After the readings, Father Joseph unfurled the newspaper he'd carried with him up the steps of the pulpit and held it out dramatically towards the congregation. There was a startled intake of breath, for the newspaper was
The Record
, a publication against which he railed so often that many of them bought it to see what the old man was on about, and found it a good Sunday read. Even those in the middle rows today could make out the banner headlines screaming from the front page:
Sex Scandals Rock Our Universities!
Father Joseph turned a page to a double spread of photographs: fine old stone buildings set amongst heavy-leaved English trees.

Ruth didn't notice; she was thinking of Tam Finn. She wondered what he was doing now; she wondered if he knew she was going tonight. She thought of his voice urging her, ‘Let me, oh, let me!' She should have let him, she should have! Only – what would have happened then? Afterwards? She frowned, remembering Helen Hogan down at the creek in her torn dress, and Meg Harrison bawling in the washroom, and girls like Kathy Ryan who'd had to go away. Perhaps it would have been different for her. Would it have been?

‘Sex Scandals Rock Our University!' Father Joseph roared, and Ruth's head jerked up – all round her the congregation was rippling like long grass in the wind and heads were turning towards the place where she and Nan were sitting. Everyone knew Ruth Gower was going off to Sydney University, that she was booked on the evening train, that already her luggage had been delivered to the stationmaster's office and was waiting for the 7.20 down.

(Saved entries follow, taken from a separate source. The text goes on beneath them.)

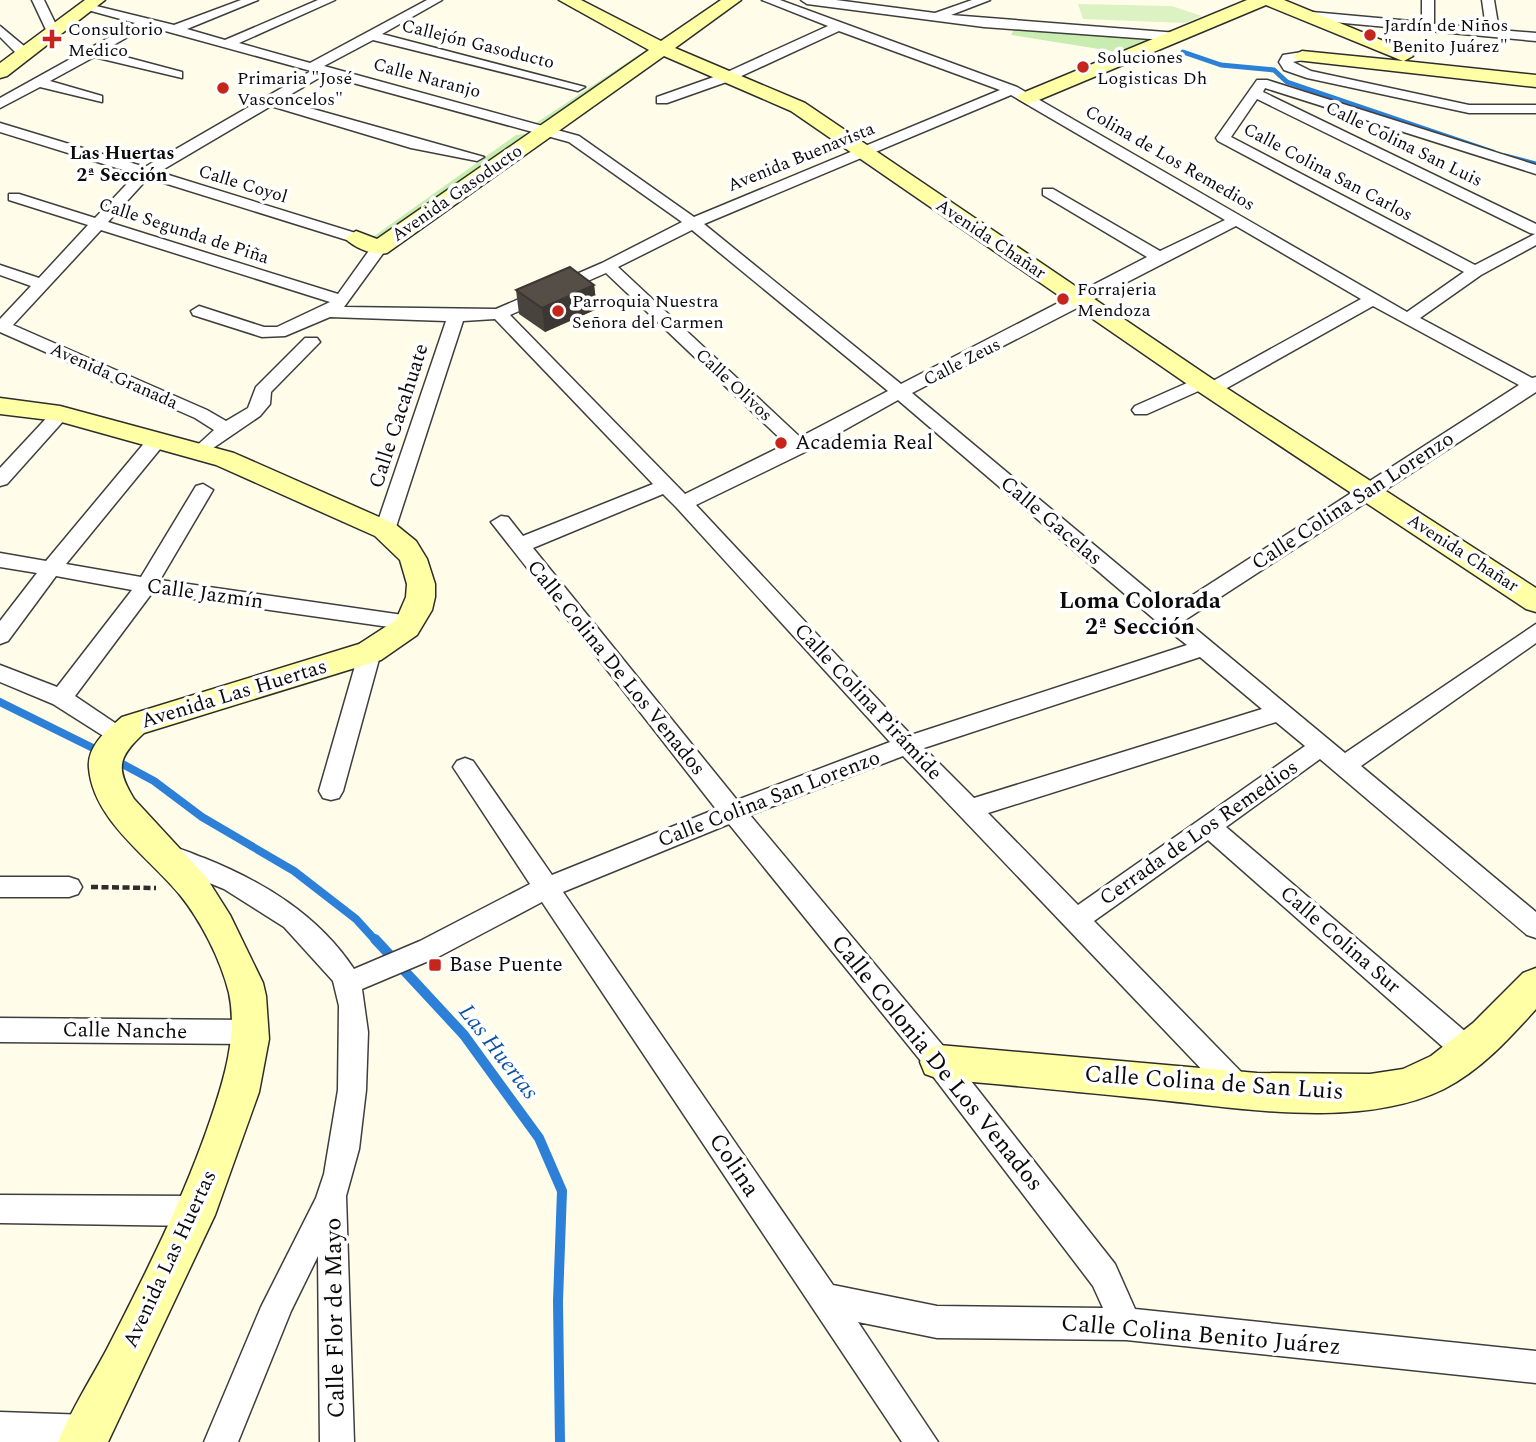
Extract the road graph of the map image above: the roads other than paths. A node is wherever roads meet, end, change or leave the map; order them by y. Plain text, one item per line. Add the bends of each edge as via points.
1 (38, 0) edge
2 (252, 0) edge
3 (329, 0) edge
4 (436, 0) edge
5 (568, 0) edge
6 (708, 0) edge
7 (732, 0) edge
8 (768, 0) edge
9 (807, 0) edge
10 (917, 0) edge
11 (985, 0) edge
12 (1262, 0) edge
13 (1269, 0) edge
14 (1428, 0) edge
15 (1488, 0) edge
16 (92, 3) edge
17 (884, 10) junction
18 (1301, 15) junction
19 (934, 17) junction
20 (147, 21) junction
21 (839, 26) junction
22 (1428, 27) junction
23 (176, 29) junction
24 (0, 30) edge
25 (53, 31) junction
26 (1493, 33) junction
27 (370, 35) junction
28 (1178, 37) junction
29 (1536, 37) edge
30 (226, 44) junction
31 (655, 46) junction
32 (92, 52) junction
33 (25, 54) junction
34 (1302, 56) joint
35 (318, 69) junction
36 (1, 71) edge
37 (1442, 71) junction
38 (177, 75) dead end
39 (730, 76) junction
40 (1536, 81) edge
41 (39, 82) junction
42 (578, 87) junction
43 (1258, 88) junction
44 (1020, 94) junction
45 (97, 99) dead end
46 (662, 100) dead end
47 (271, 102) junction
48 (0, 104) edge
49 (1536, 109) edge
50 (524, 125) junction
51 (0, 127) edge
52 (546, 131) junction
53 (864, 152) junction
54 (477, 157) junction
55 (1536, 170) edge
56 (144, 174) junction
57 (433, 186) dead end
58 (1048, 192) dead end
59 (14, 197) dead end
60 (1239, 219) junction
61 (378, 223) dead end
62 (694, 223) junction
63 (100, 224) junction
64 (1536, 230) edge
65 (356, 238) junction
66 (1536, 239) edge
67 (379, 248) junction
68 (1158, 257) junction
69 (608, 266) junction
70 (0, 270) edge
71 (1475, 272) junction
72 (41, 284) junction
73 (1374, 298) junction
74 (1081, 300) junction
75 (335, 307) junction
76 (199, 311) dead end
77 (499, 314) junction
78 (456, 317) junction
79 (1408, 319) junction
80 (1, 326) edge
81 (21, 335) junction
82 (311, 342) dead end
83 (0, 348) edge
84 (1535, 385) edge
85 (1207, 386) junction
86 (900, 394) junction
87 (0, 406) edge
88 (1141, 410) dead end
89 (60, 414) junction
90 (226, 429) junction
91 (158, 439) junction
92 (800, 447) junction
93 (200, 452) junction
94 (0, 480) edge
95 (666, 486) junction
96 (203, 491) dead end
97 (1369, 492) junction
98 (683, 503) junction
99 (500, 522) dead end
100 (385, 530) junction
101 (518, 546) junction
102 (0, 560) edge
103 (51, 569) junction
104 (147, 586) junction
105 (1536, 601) edge
106 (1169, 620) junction
107 (410, 623) junction
108 (1536, 632) edge
109 (0, 636) edge
110 (1203, 648) junction
111 (370, 652) junction
112 (0, 673) edge
113 (61, 698) junction
114 (1280, 712) junction
115 (907, 745) junction
116 (1322, 746) junction
117 (110, 747) junction
118 (1344, 766) junction
119 (464, 767) dead end
120 (331, 791) dead end
121 (970, 809) junction
122 (733, 812) junction
123 (1210, 827) junction
124 (167, 855) junction
125 (0, 887) edge
126 (69, 887) road end
127 (548, 887) junction
128 (1077, 919) junction
129 (1536, 927) edge
130 (358, 979) junction
131 (1536, 984) edge
132 (0, 1030) edge
133 (250, 1032) junction
134 (1470, 1053) junction
135 (939, 1062) junction
136 (1239, 1089) junction
137 (332, 1194) junction
138 (0, 1209) edge
139 (195, 1211) junction
140 (824, 1299) junction
141 (1126, 1324) junction
142 (1534, 1372) edge
143 (0, 1428) edge
144 (85, 1437) edge
145 (220, 1442) edge
146 (337, 1442) edge
147 (921, 1442) edge

1 - 25 street
2 - 23 street
3 - 30 street
4 - 27 street
5 - 31 street, Avenida Chañar
6 - 31 street, Avenida Gasoducto
7 - 31 street, Avenida Gasoducto
8 - 21 street, Colina de Los Remedios
9 - 17 street
10 - 17 street
11 - 19 street
12 - 28 street
13 - 18 street
14 - 22 street
15 - 26 street
16 - 20 street, Calle Naranjo
16 - 25 street
17 - 19 street
18 - 22 street
18 - 37 street
19 - 28 street
20 - 23 street, Calle Naranjo
20 - 32 street
21 - 39 street
21 - 44 street, Colina de Los Remedios
22 - 26 street
23 - 30 street, Calle Naranjo
24 - 33 street
25 - 33 street
26 - 29 street
27 - 35 street
27 - 42 street, Callejón Gasoducto
28 - 44 street
30 - 35 street, Calle Naranjo
31 - 39 street, Avenida Chañar
31 - 42 street, Avenida Gasoducto
31 - 52 street, Avenida Gasoducto
32 - 38 street
32 - 41 street
33 - 36 street
34 - 37 street
34 - 49 street via 1286,62 1307,74 1469,109
35 - 47 street
35 - 50 street, Calle Naranjo
37 - 40 street
39 - 46 street
39 - 53 street, Avenida Chañar via 798,107
41 - 45 street
41 - 48 street
42 - 50 street, Avenida Gasoducto
43 - 55 street
43 - 64 street, Calle Colina San Luis
43 - 71 street, Calle Colina San Carlos via 1223,138
44 - 53 street, Avenida Buenavista
44 - 60 street, Colina de Los Remedios
47 - 54 street via 416,145
47 - 56 street
50 - 52 street, Calle Naranjo
50 - 54 street, Avenida Gasoducto
51 - 56 street, Calle Coyol
52 - 62 street, Calle Naranjo via 574,139
52 - 67 street, Avenida Gasoducto
53 - 62 street, Avenida Buenavista
53 - 74 street, Avenida Chañar
54 - 57 street, Avenida Gasoducto
56 - 63 street
56 - 65 street, Calle Coyol
58 - 68 street
59 - 63 street, Calle Segunda de Piña
60 - 68 street, Calle Zeus
60 - 73 street, Colina de Los Remedios
61 - 65 street, Avenida Gasoducto
62 - 69 street, Avenida Buenavista
62 - 86 street, Calle Gacelas
63 - 72 street
63 - 75 street, Calle Segunda de Piña
65 - 67 street, Avenida Gasoducto
66 - 71 street
67 - 75 street
68 - 74 street, Calle Zeus
69 - 77 street, Avenida Buenavista
69 - 92 street, Calle Olivos
70 - 72 street
71 - 79 street
72 - 80 street
73 - 79 street, Colina de Los Remedios
73 - 85 street
74 - 85 street, Avenida Chañar
74 - 86 street, Calle Zeus
75 - 76 street via 271,334
75 - 78 street, Avenida Buenavista
77 - 78 street, Avenida Buenavista
77 - 95 street, Calle Colina Pirámide
78 - 100 street, Calle Cacahuate
79 - 84 street, Colina de Los Remedios
80 - 81 street, Avenida Granada
81 - 83 street
81 - 90 street, Avenida Granada
82 - 90 street via 262,391 261,404 254,412
84 - 97 street, Calle Colina San Lorenzo
85 - 88 street
85 - 97 street, Avenida Chañar
86 - 92 street, Calle Zeus
86 - 106 street, Calle Gacelas
87 - 89 street
89 - 91 street
89 - 94 street
90 - 93 street
91 - 93 street
91 - 103 street
92 - 98 street, Calle Zeus
93 - 100 street
95 - 98 street, Calle Colina Pirámide
95 - 101 street
96 - 104 street
97 - 105 street, Avenida Chañar
97 - 106 street, Calle Colina San Lorenzo
98 - 115 street, Calle Colina Pirámide
99 - 101 street, Calle Colina De Los Venados
100 - 107 street via 412,551 418,567 419,598
101 - 122 street, Calle Colina De Los Venados
102 - 103 street, Calle Jazmín
103 - 104 street, Calle Jazmín
103 - 109 street
104 - 107 street, Calle Jazmín
104 - 113 street
106 - 110 street, Calle Gacelas
107 - 111 street, Avenida Las Huertas
108 - 118 street
110 - 114 street, Calle Gacelas
110 - 115 street, Calle Colina San Lorenzo
111 - 117 street, Avenida Las Huertas via 133,725
111 - 120 street
112 - 113 street
113 - 117 street
114 - 116 street, Calle Gacelas
114 - 121 street
115 - 121 street, Calle Colina Pirámide
115 - 122 street, Calle Colina San Lorenzo
116 - 118 street, Calle Gacelas
116 - 123 street, Cerrada de Los Remedios
117 - 124 street, Avenida Las Huertas via 109,789 120,809
118 - 129 street, Calle Gacelas
119 - 127 street, Colina
121 - 128 street, Calle Colina Pirámide
122 - 127 street, Calle Colina San Lorenzo
122 - 135 street, Calle Colonia De Los Venados
123 - 128 street, Cerrada de Los Remedios
123 - 134 street, Calle Colina Sur
124 - 130 street via 221,874 267,898
124 - 133 street, Avenida Las Huertas via 194,888 242,974
125 - 126 street
127 - 130 street, Calle Colina San Lorenzo via 429,949
127 - 140 street, Colina
128 - 136 street, Calle Colina Pirámide
130 - 137 street via 353,1076
131 - 134 street, Calle Colina de San Luis
132 - 133 street, Calle Nanche
133 - 139 street, Avenida Las Huertas via 234,1112
134 - 136 street, Calle Colina de San Luis via 1427,1078 1374,1091
135 - 136 street, Calle Colina de San Luis
135 - 141 street, Calle Colonia De Los Venados via 1104,1275
137 - 145 street via 281,1297
137 - 146 street, Calle Flor de Mayo
138 - 139 street
139 - 144 street, Avenida Las Huertas
140 - 141 street, Calle Colina Benito Juárez via 937,1322
140 - 147 street, Colina
141 - 142 street, Calle Colina Benito Juárez
143 - 144 street

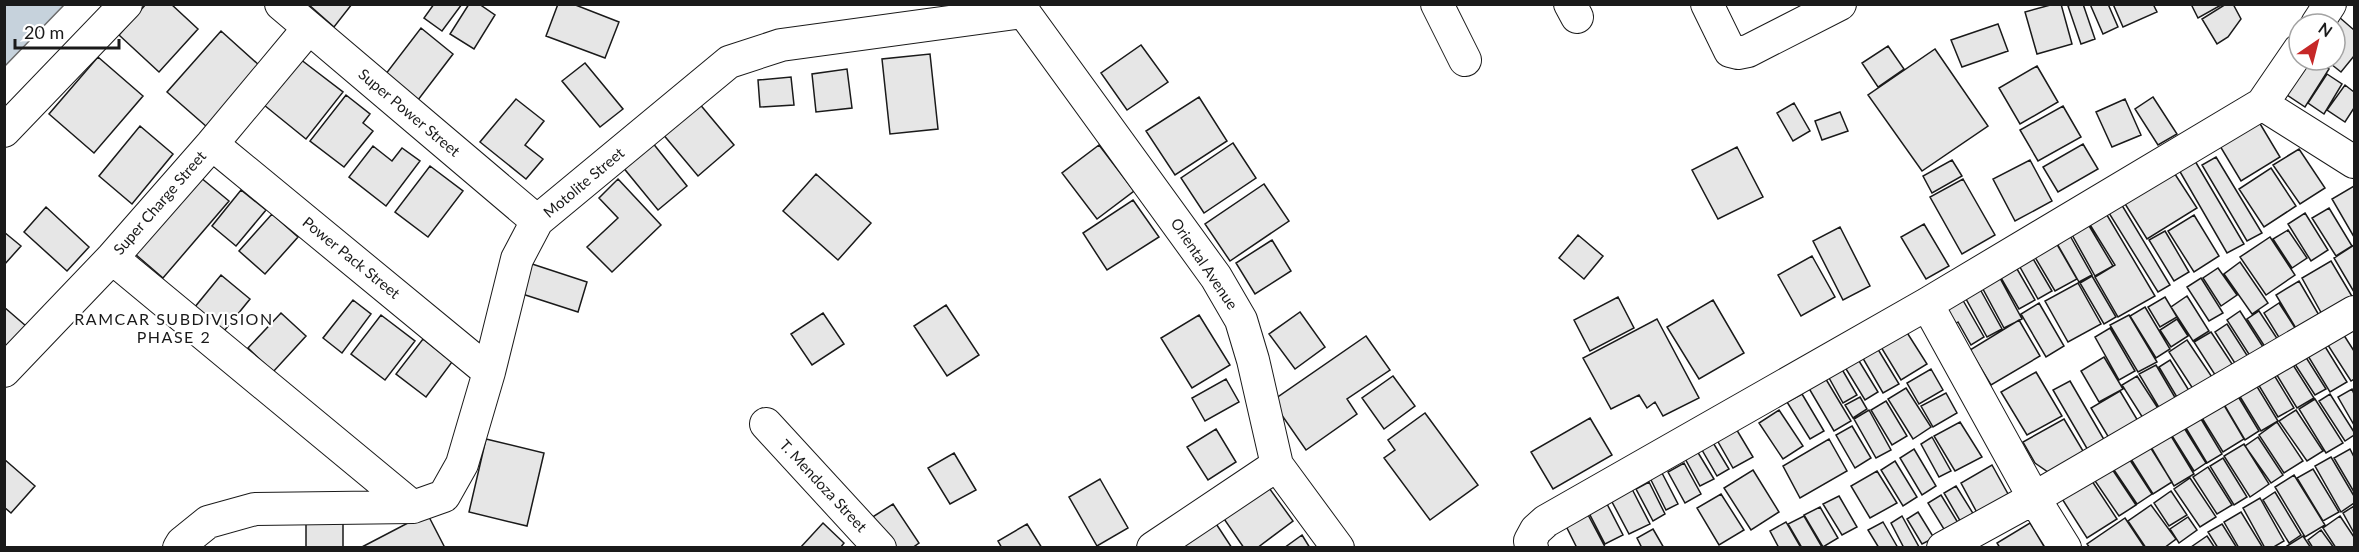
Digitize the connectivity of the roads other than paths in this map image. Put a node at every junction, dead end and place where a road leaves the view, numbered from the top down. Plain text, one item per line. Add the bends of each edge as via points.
1 (126, 4) edge
2 (281, 4) edge
3 (1437, 4) edge
4 (1707, 4) edge
5 (1840, 4) edge
6 (1020, 8) edge
7 (308, 29) junction
8 (1465, 60) dead end
9 (2287, 68) edge
10 (2262, 104) junction
11 (4, 131) edge
12 (212, 144) junction
13 (2355, 162) edge
14 (537, 221) junction
15 (112, 258) junction
16 (1927, 304) junction
17 (2355, 312) edge
18 (4, 371) edge
19 (489, 372) junction
20 (766, 424) dead end
21 (1277, 465) junction
22 (2034, 498) junction
23 (413, 507) junction
24 (179, 548) edge
25 (880, 548) edge
26 (1153, 548) edge
27 (1338, 548) edge
28 (1532, 548) edge
29 (1944, 548) edge
30 (2065, 548) edge

1 - 11 street
2 - 7 street, Super Power Street
3 - 8 street
4 - 5 street via 1730,51 1738,53
6 - 14 street, Motolite Street via 781,45 729,63
6 - 21 street, Oriental Avenue via 1216,277 1241,320
7 - 12 street, Super Charge Street
7 - 14 street, Super Power Street
9 - 10 street
10 - 13 street
10 - 16 street
12 - 15 street, Super Charge Street
12 - 19 street, Power Pack Street
14 - 19 street, Motolite Street via 517,260
15 - 18 street, Super Charge Street
15 - 23 street
16 - 22 street
16 - 28 street via 1546,521 1530,541
17 - 22 street
19 - 23 street, Motolite Street via 462,464 444,496
20 - 25 street, T. Mendoza Street
21 - 26 street
21 - 27 street, Oriental Avenue
22 - 29 street
22 - 30 street
23 - 24 street, Motolite Street via 255,509 208,522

‘University, they call it!' Father Joseph jeered. ‘The seat of learning! The ivory towers!' Spit flew from his mouth; he wiped his lips with the back of his hand. ‘You know what I call it? I call it the
Sink.
Yes, you heard me! Not Mum's kitchen sink where you all go to wash your hands at teatime, but the Sink of Iniquity!'

Margaret May leaned towards Ruth and whispered, ‘Do you want to go home, sweetheart?'

‘No,' said Ruth. ‘I'm staying here with you!'

Down at the back, Merle Hogan was craning forward to see the pair of them. She noticed how Margaret May was sitting with her back poker straight: a habit she'd have learned at the orphanage. The girl was white as a sheet hung out to dry.

Father Joseph rose on the balls of his feet. ‘They teach Free Love down there!' he bellowed, shaking his fist in the air.